El Borrico

La cultura del cante flamenco sin artificios

No es labor asequible resumir una vida tan intensa como la de aquellos viejos cantaores que, con el paso del tiempo, se convirtieron en prototipos legendarios de una pasión llamada flamenco. Los artículos que se escriben al respecto tratan siempre de ofrecer un compendio detallado de sus biografías, pero siempre hay mutilaciones textuales involuntarias por motivos de espacio. Es decir, siempre será mucho más lo que esté por descubrirse que lo que se haya desvelado. Ellos, con sus voces y sus sentimientos, han configurado la cultura popular más sabia y rica en fundamentos emocionales de Andalucía, esa que relata las pocas satisfacciones de sus vidas y las muchas penas que pasaron, con privaciones materiales, escasez de casi todo… menos de arte.

Uno de esos raros prodigios que de vez en cuando se asientan en la tierra con la misteriosa fuerza de un rayo, fue Gregorio Manuel Fernández Vargas, más conocido como Tío Borrico o Borrico de Jerez. Este año se cumple la efeméride del centenario de su nacimiento y, por razones obvias, la reseña biográfica de este hecho no podía pasar desapercibida, máxime cuando ahora, en estos tiempos donde casi todas las emociones que no renten beneficios se tiran por el sumidero del olvido, los que nos empeñamos en contradecir la tendencia al pasotismo, rescatando nombres de capital importancia para nuestro patrimonio cultural, pensamos que aún quedan personajes que deben salir, por justicia histórica, a la luz pública, para que el lector en general –cabales entendidos en la materia o simples profanos– sepa valorar como es debido a quienes pusieron sus sentidos en dar formar al cante jondo.

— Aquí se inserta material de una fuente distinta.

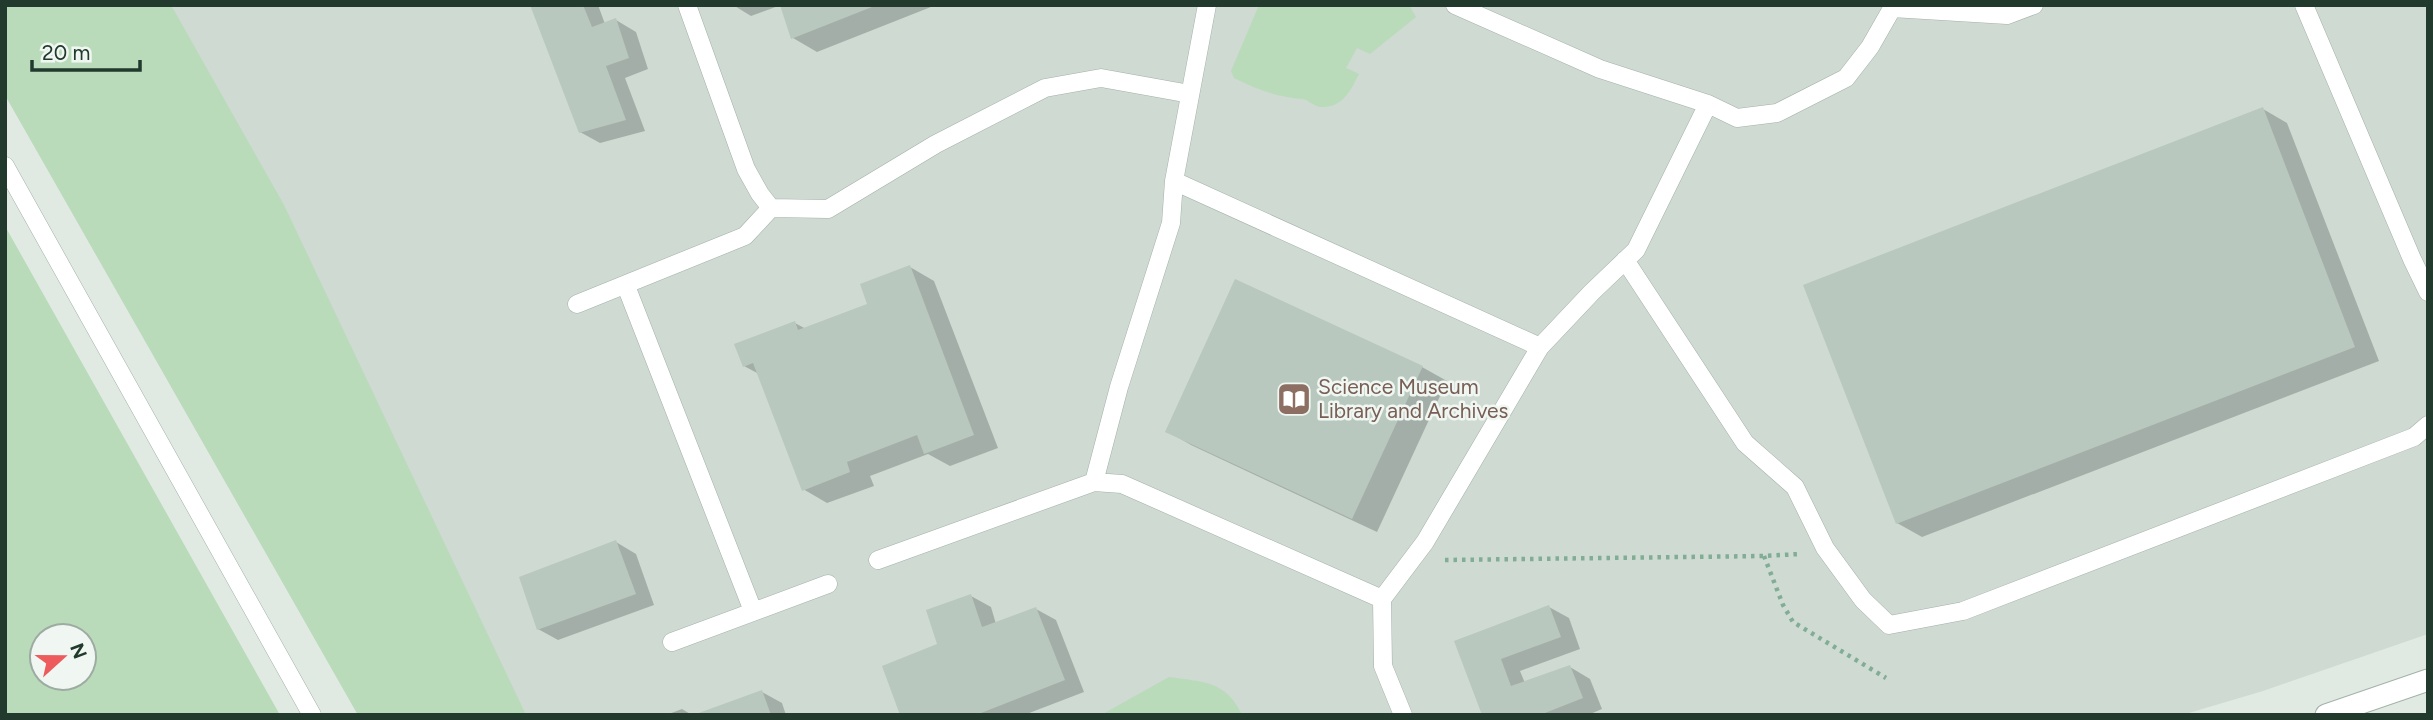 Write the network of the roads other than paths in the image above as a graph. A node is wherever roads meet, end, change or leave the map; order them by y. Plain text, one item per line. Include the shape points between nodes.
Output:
1 (687, 5) edge
2 (1207, 5) edge
3 (1455, 5) edge
4 (2034, 5) edge
5 (2304, 5) edge
6 (1893, 7) edge
7 (1190, 94) junction
8 (1708, 104) junction
9 (5, 166) edge
10 (1174, 181) junction
11 (771, 208) junction
12 (1625, 260) junction
13 (626, 286) junction
14 (2428, 292) edge
15 (577, 304) dead end
16 (1540, 347) junction
17 (2428, 425) edge
18 (1094, 482) junction
19 (878, 560) dead end
20 (828, 584) dead end
21 (1382, 599) junction
22 (753, 611) junction
23 (672, 642) dead end
24 (2428, 680) edge
25 (312, 715) edge
26 (1402, 715) edge
27 (2326, 715) edge

1 - 11 lane via 746,169
2 - 7 lane
3 - 8 lane via 1600,69
4 - 6 lane via 2007,15
5 - 14 lane
6 - 8 lane via 1846,78 1777,113 1737,118
7 - 10 lane
7 - 11 lane via 1101,78 1045,88 936,144 828,209
8 - 12 lane via 1636,250
9 - 25 lane
10 - 16 lane
10 - 18 lane via 1171,223
11 - 13 lane via 745,236
12 - 16 lane
12 - 17 lane via 1745,443 1795,487 1825,548 1863,600 1889,625 1963,611 2414,437
13 - 15 lane
13 - 22 lane
16 - 21 lane via 1417,553
18 - 19 lane
18 - 21 lane via 1122,484
20 - 22 lane
21 - 26 lane via 1383,666
22 - 23 lane
24 - 27 street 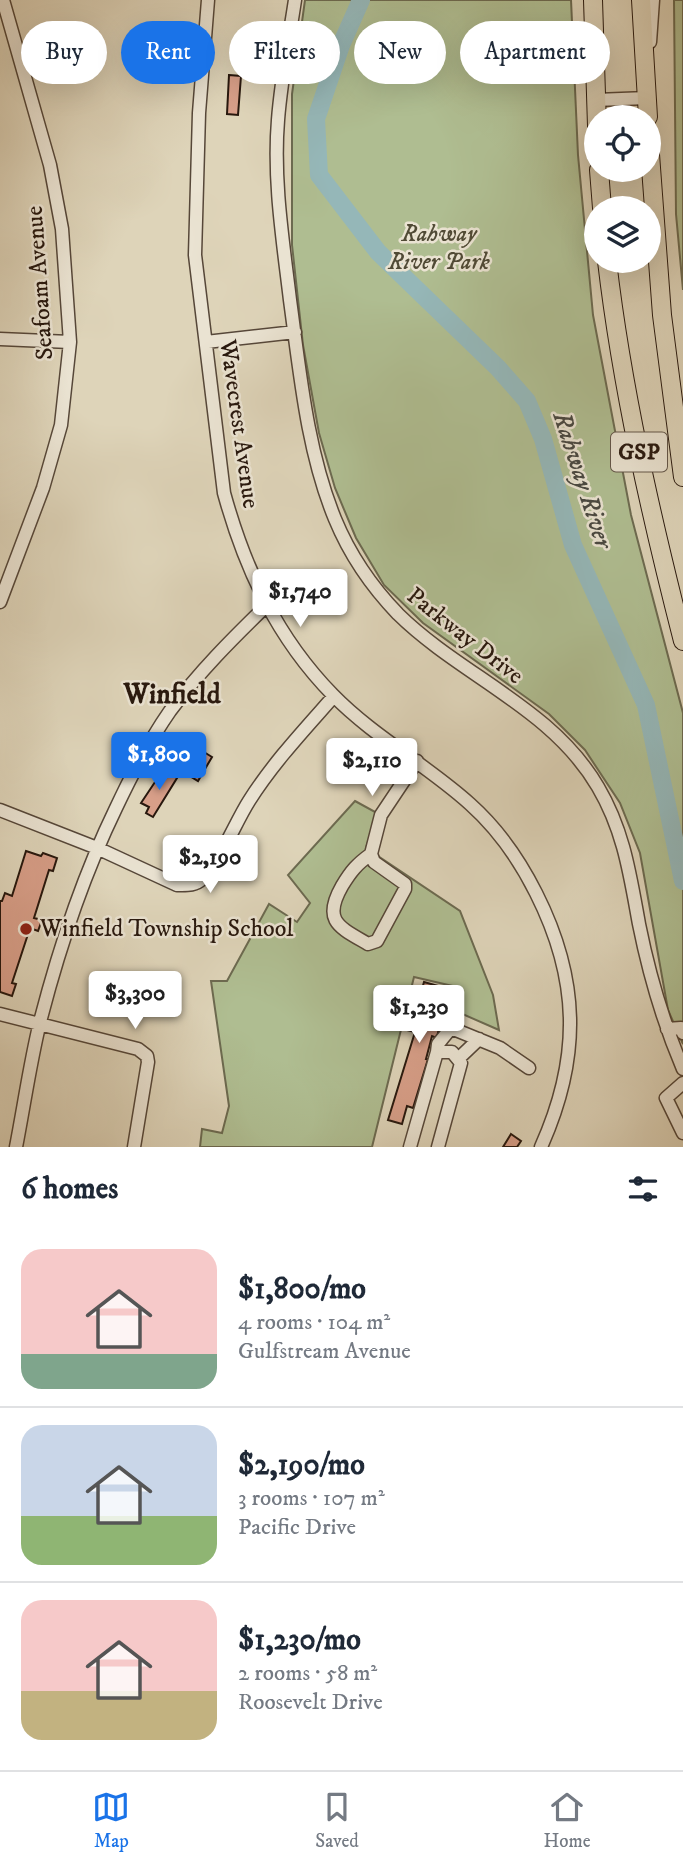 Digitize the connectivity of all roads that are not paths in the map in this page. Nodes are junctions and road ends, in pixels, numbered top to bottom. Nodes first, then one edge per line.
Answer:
1 (3, 0) edge
2 (208, 0) edge
3 (295, 0) edge
4 (593, 0) edge
5 (642, 0) edge
6 (653, 0) edge
7 (647, 98) junction
8 (596, 100) junction
9 (596, 105) edge
10 (647, 105) edge
11 (652, 182) edge
12 (609, 273) edge
13 (295, 332) junction
14 (0, 340) edge
15 (70, 342) junction
16 (206, 342) junction
17 (683, 477) edge
18 (0, 602) edge
19 (267, 605) junction
20 (683, 641) edge
21 (334, 696) junction
22 (417, 761) junction
23 (0, 810) edge
24 (97, 848) junction
25 (371, 853) junction
26 (0, 1014) edge
27 (40, 1024) junction
28 (667, 1029) junction
29 (683, 1033) edge
30 (479, 1039) junction
31 (437, 1052) junction
32 (457, 1059) junction
33 (682, 1061) edge
34 (529, 1068) dead end
35 (683, 1083) edge
36 (683, 1133) edge
37 (16, 1147) edge
38 (134, 1147) edge
39 (410, 1147) edge
40 (438, 1147) edge
41 (541, 1147) edge

1 - 15 street, Seafoam Avenue
2 - 16 street, Wavecrest Avenue
3 - 13 street, Parkway Drive
4 - 8 highway
5 - 7 highway
6 - 7 street
7 - 8 street
7 - 10 highway
8 - 9 highway
11 - 17 highway, GSP
12 - 20 highway, GSP
13 - 16 street
13 - 28 street, Parkway Drive
14 - 15 street
15 - 18 street, Seafoam Avenue
16 - 19 street, Wavecrest Avenue
19 - 21 street, Wavecrest Avenue
19 - 24 street
21 - 22 street, Wavecrest Avenue
21 - 24 street
22 - 25 street
22 - 41 street, Wavecrest Avenue
23 - 24 street
24 - 27 street
25 - 25 street
26 - 27 street
27 - 37 street
27 - 38 street
28 - 29 street
28 - 33 street, Parkway Drive
30 - 31 street
30 - 32 street
30 - 34 street
31 - 32 street
31 - 39 street
32 - 40 street
35 - 36 street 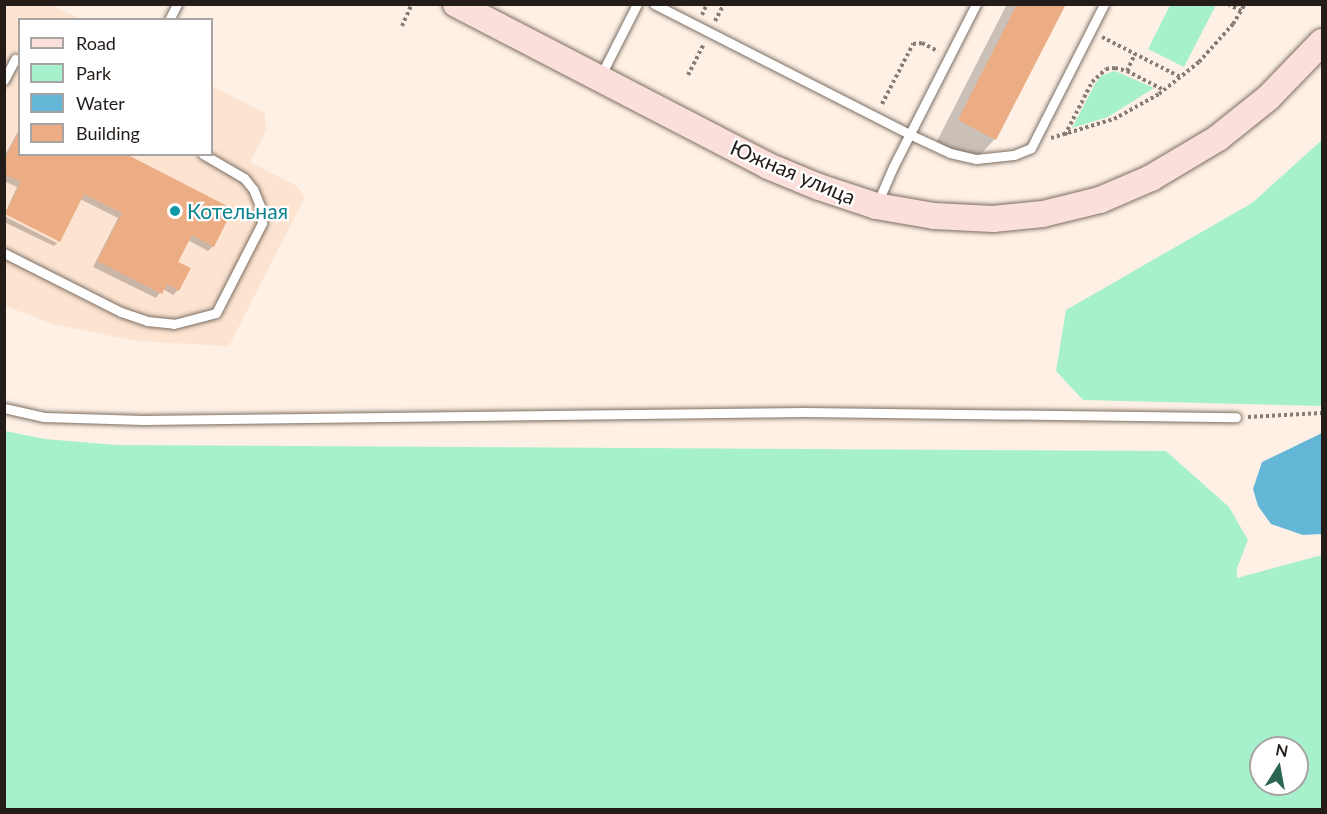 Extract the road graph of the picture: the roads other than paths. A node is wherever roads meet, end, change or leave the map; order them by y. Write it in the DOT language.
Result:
graph roads {
  1 [pos="177,4"];
  2 [pos="456,4"];
  3 [pos="637,4"];
  4 [pos="654,4"];
  5 [pos="976,4"];
  6 [pos="1104,4"];
  7 [pos="170,18"];
  8 [pos="1323,42"];
  9 [pos="4,54"];
  10 [pos="17,60"];
  11 [pos="599,79"];
  12 [pos="4,80"];
  13 [pos="909,134"];
  14 [pos="206,156"];
  15 [pos="876,206"];
  16 [pos="4,253"];
  17 [pos="4,408"];
  18 [pos="1236,417"];
  1 -- 7 [label="lane"];
  2 -- 11 [label="street, Южная улица"];
  3 -- 11 [label="lane"];
  4 -- 13 [label="lane"];
  5 -- 13 [label="lane"];
  6 -- 13 [label="lane"];
  8 -- 15 [label="street, Южная улица"];
  9 -- 10 [label="lane"];
  10 -- 12 [label="lane"];
  11 -- 15 [label="street, Южная улица"];
  13 -- 15 [label="lane"];
  14 -- 16 [label="lane"];
  17 -- 18 [label="lane"];
}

Hubo un tiempo, el tiempo de los hombres que aún no estaban contaminados por las hipotecas, la gasolina, la telefonía móvil o la moda, en el que la comunidad tenía conciencia colectiva, sabía que pertenecía a una tierra y que sus actos, pobres pero solidarios, determinaban la formación de la cultura de un pueblo a largo plazo. Esa germinación profunda de las semillas, que en los pagos de Andalucía en general y de Jerez de la Frontera en particular se dio con el flamenco, rebrotan ahora con fuerza hacia la superficie buscando nuevos referentes, en la época actual del embaucamiento capitalista, donde la gente ha perdido ya la noción de lo que fue, porque no desea recordarlo, con el pueril argumento de no sufrir de manera innecesaria. El hedonismo trivial se impone y el precio que hay que pagar por ello es el cruel olvido de las raíces.

Gregorio Manuel Fernández Vargas nació en 1910 en Jerez de la Frontera , pueblo de la provincia de Cádiz de extenso término municipal, cuya labor genuina ha estado vinculada al mundo del vino. La industria vinatera ha decaído bastante respecto a décadas atrás, no obstante, Jerez sigue exportando sus famosos caldos a todo el orbe planetario. El año del nacimiento del Borrico fue el de la llamada de la esperanza de los braceros del campo, los jornaleros pobres que echaban la peonada –peoná en Andalucía– de Sol a Sol, con la creación de la anarquista Confederación Nacional del Trabajo, sindicato revolucionario y de gran calado cultural que trató de combatir la injusticia de los terratenientes, la miserable existencia de los obreros y campesinos, repartiendo tierras y fábricas a los verdaderos protagonistas del proceso productivo: los trabajadores. Ese año, como digo, vino al mundo un descendiente directo del mítico cantaor Paco La Luz , genio decimonónico que inaugura una rama genealógica de gran predicamento en el flamenco. Además, Tío Borrico era hijo de El Tati y sobrino de Juanichi El Manijero, hombres todos unidos a la cultura agraria como las cepas de las viñas jerezanas lo están a la tierra albariza. Su hija, María La Burra , es fiel continuadora del legado artístico de su padre. Y en ese fermento social, el del campo, surgen las fatigosas ducas (en caló, penas), el hastío de un tiempo que no cambia y la necesidad del arte jondo, el que desde lo más recóndito y misterioso del ser humano se eleva hasta límites imposibles. Todo un desafío en el que, como dijo Protágoras, “el hombre es la medida de todas las cosas”.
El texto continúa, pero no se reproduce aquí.